[To do]:
Using the string "Дачный" as the key, pull each matching line out of the records below.

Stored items
━━━━━━━━━━━━━━━━━━━━━━━━━━━━━━
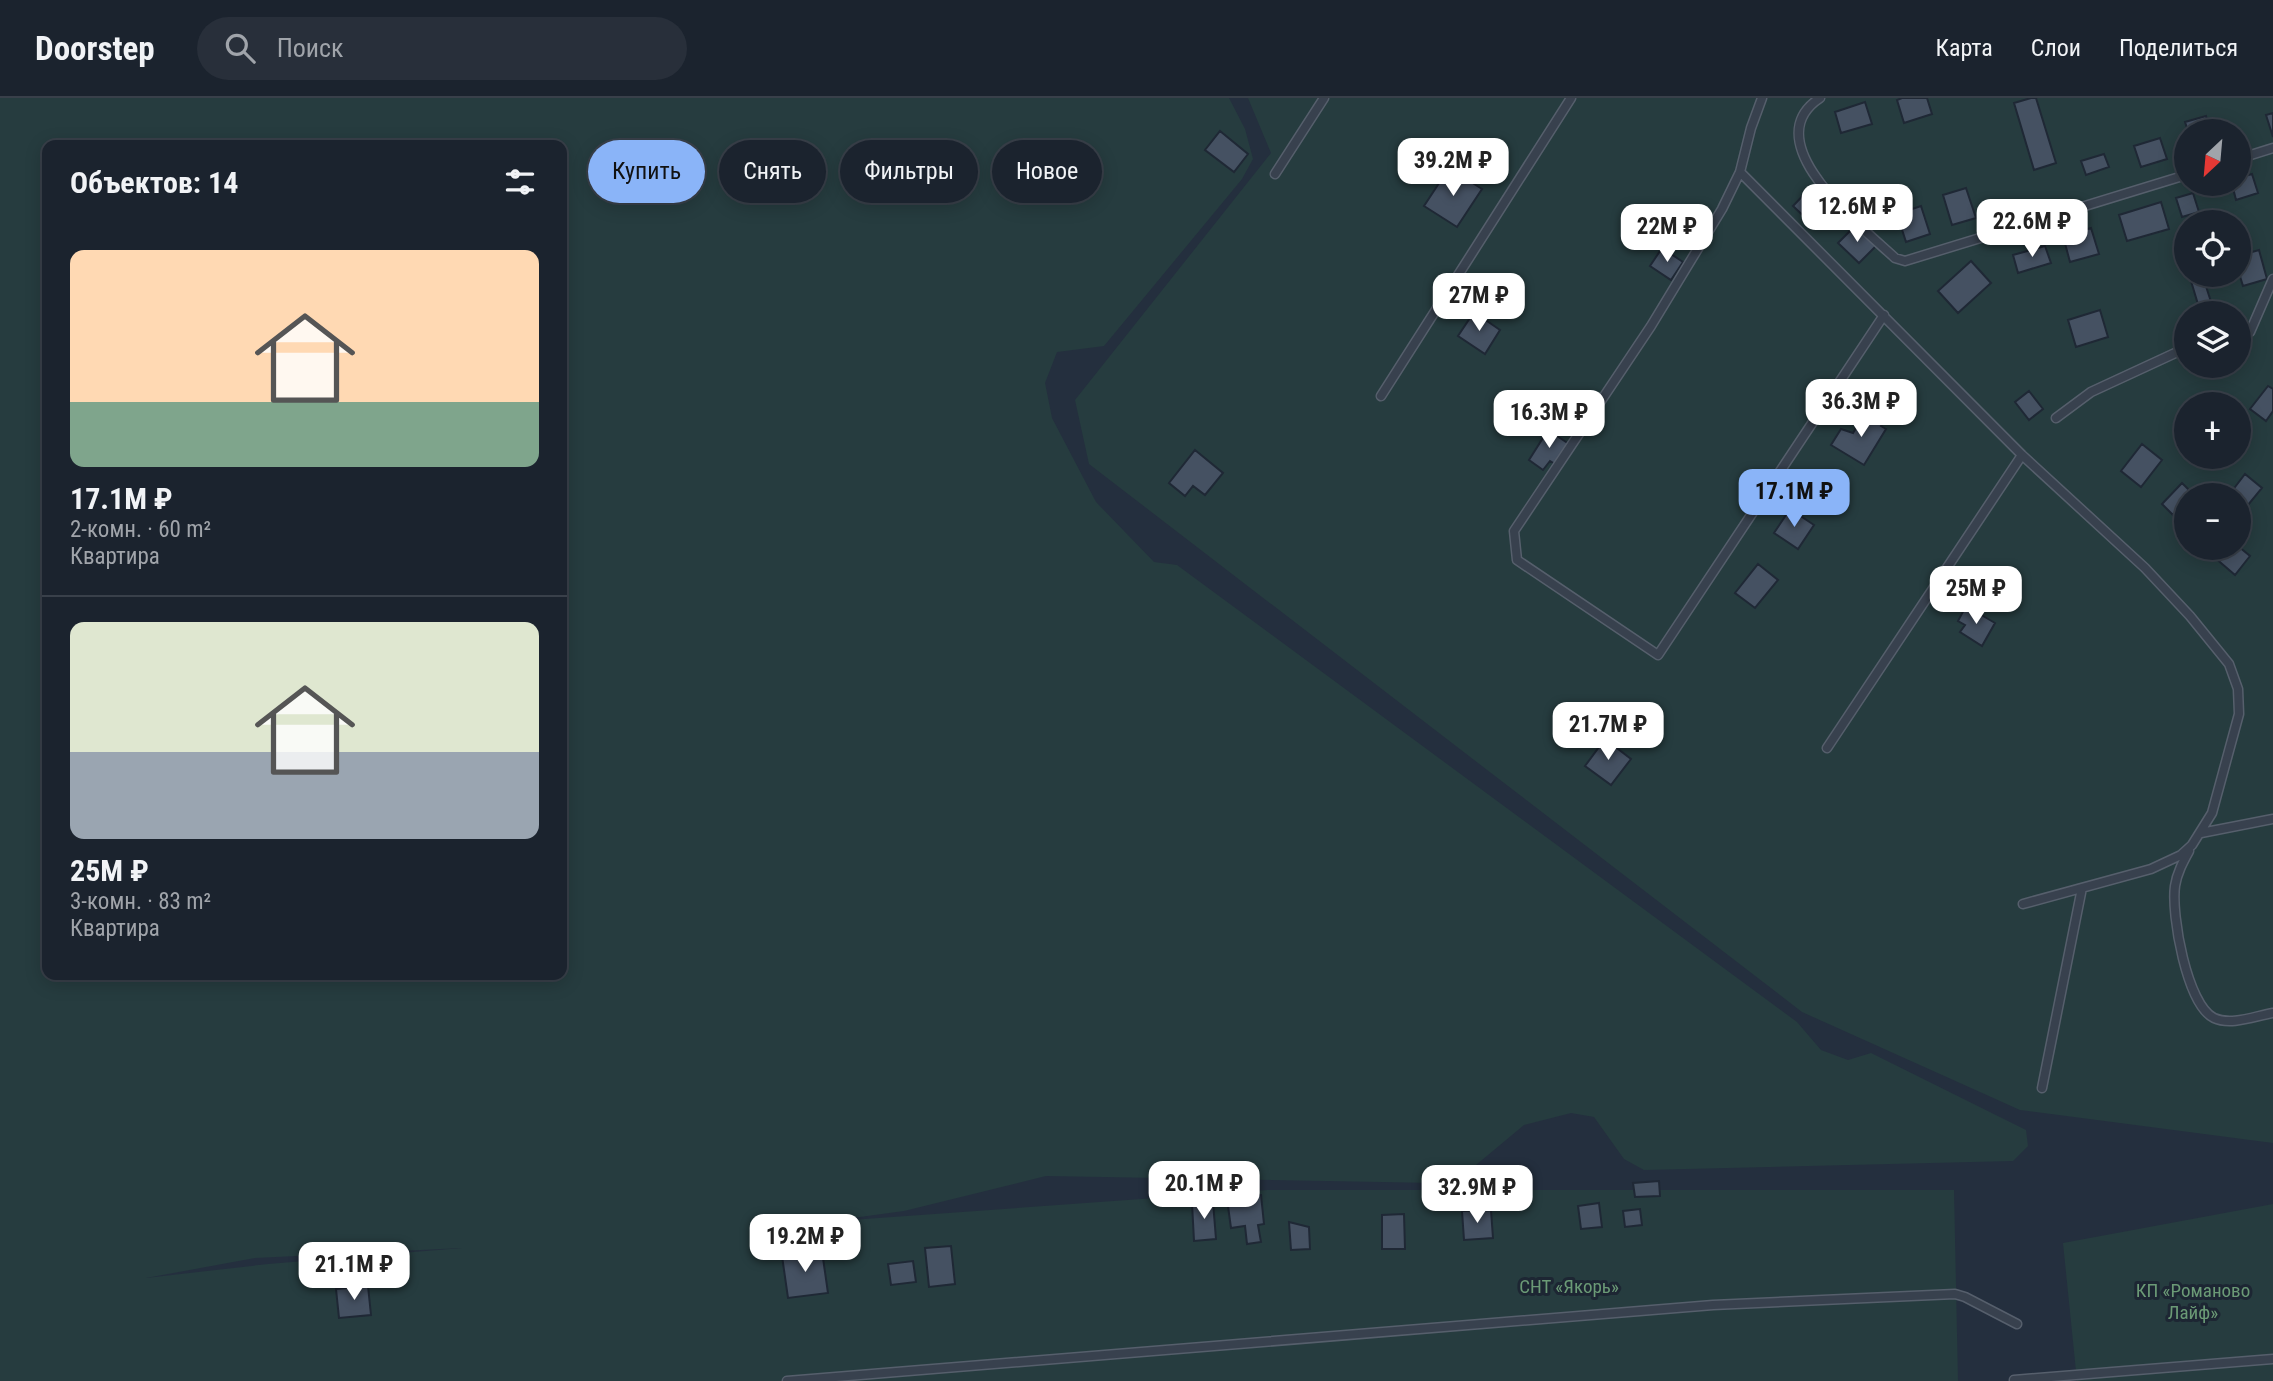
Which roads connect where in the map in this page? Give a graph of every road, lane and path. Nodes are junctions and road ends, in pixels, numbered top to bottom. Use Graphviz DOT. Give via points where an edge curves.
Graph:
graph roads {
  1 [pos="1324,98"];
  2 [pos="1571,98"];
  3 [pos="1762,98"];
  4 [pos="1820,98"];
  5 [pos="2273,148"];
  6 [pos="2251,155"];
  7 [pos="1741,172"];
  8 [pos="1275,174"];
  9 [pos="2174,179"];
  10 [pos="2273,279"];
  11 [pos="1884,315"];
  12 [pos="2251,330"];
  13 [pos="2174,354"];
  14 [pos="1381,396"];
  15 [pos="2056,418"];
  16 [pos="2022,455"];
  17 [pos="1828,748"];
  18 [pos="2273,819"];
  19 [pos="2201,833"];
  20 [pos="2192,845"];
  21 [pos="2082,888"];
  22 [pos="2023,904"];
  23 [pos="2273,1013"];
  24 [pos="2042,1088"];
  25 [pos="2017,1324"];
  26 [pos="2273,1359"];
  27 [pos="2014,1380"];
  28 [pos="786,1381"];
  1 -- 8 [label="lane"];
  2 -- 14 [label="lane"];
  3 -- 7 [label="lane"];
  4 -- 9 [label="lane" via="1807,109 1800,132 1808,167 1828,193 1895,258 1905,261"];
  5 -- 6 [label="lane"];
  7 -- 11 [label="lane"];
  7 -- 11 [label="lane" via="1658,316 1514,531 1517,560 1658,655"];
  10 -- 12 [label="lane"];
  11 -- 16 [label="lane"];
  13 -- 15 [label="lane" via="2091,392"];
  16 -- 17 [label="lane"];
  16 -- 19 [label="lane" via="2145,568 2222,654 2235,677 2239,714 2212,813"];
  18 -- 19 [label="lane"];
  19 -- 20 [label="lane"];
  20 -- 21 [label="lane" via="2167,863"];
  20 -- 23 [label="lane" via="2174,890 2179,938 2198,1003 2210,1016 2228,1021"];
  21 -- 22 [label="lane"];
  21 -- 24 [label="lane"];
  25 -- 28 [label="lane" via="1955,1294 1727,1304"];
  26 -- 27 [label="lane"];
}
━━━━━━━━━━━━━━━━━━━━━━━━━━━━━━
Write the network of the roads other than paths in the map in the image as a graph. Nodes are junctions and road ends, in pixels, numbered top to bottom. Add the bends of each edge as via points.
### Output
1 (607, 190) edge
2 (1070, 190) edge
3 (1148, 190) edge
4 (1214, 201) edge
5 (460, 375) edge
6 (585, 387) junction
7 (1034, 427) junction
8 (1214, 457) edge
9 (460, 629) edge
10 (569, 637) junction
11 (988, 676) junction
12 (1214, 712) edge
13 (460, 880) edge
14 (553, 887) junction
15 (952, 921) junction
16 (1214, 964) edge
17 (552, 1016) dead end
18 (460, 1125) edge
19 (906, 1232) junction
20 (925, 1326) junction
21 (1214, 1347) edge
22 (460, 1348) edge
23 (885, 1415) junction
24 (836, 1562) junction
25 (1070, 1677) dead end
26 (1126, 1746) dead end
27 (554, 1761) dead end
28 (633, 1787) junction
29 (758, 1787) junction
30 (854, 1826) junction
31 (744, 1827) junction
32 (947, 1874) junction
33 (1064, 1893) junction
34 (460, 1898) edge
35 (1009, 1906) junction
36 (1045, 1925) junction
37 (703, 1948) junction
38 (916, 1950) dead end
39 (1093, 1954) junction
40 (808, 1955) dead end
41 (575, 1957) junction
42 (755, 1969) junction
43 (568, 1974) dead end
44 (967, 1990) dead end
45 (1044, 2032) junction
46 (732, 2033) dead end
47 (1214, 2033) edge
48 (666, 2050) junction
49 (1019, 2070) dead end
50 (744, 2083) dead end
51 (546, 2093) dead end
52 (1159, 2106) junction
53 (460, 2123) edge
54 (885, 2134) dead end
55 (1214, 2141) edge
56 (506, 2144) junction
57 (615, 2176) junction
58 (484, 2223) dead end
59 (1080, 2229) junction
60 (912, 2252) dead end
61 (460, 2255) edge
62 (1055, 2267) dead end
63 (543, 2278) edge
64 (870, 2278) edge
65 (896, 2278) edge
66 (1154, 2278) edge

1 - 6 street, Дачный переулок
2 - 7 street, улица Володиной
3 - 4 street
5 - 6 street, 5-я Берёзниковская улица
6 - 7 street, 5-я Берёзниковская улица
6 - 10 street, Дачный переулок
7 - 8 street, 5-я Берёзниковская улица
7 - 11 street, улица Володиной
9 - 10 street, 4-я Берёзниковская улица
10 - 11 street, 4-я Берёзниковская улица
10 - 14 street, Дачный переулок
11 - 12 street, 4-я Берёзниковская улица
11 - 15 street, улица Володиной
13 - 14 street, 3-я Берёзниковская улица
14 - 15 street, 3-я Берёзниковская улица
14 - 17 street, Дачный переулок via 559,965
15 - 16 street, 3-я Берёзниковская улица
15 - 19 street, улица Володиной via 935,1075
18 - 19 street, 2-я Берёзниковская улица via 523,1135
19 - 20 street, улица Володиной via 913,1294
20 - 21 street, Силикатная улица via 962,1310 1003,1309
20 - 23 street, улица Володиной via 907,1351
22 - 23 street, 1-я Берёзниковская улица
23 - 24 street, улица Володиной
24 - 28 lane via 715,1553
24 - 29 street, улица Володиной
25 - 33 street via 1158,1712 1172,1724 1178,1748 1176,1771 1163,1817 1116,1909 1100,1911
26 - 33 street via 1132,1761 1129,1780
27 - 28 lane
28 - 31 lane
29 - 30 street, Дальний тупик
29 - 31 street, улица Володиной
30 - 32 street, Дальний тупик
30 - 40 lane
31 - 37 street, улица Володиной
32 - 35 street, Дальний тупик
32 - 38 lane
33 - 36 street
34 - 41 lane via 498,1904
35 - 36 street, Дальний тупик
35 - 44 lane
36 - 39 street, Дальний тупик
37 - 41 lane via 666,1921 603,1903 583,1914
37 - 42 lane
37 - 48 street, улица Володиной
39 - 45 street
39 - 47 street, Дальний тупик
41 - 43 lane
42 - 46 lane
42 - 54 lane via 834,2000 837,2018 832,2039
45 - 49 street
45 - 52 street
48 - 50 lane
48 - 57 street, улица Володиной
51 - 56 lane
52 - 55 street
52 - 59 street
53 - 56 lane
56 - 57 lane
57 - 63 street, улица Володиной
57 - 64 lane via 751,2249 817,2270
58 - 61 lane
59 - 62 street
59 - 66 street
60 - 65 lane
━━━━━━━━━━━━━━━━━━━━━━━━━━━━━━
[Answer for the task]:
1 - 6 street, Дачный переулок
6 - 10 street, Дачный переулок
10 - 14 street, Дачный переулок
14 - 17 street, Дачный переулок via 559,965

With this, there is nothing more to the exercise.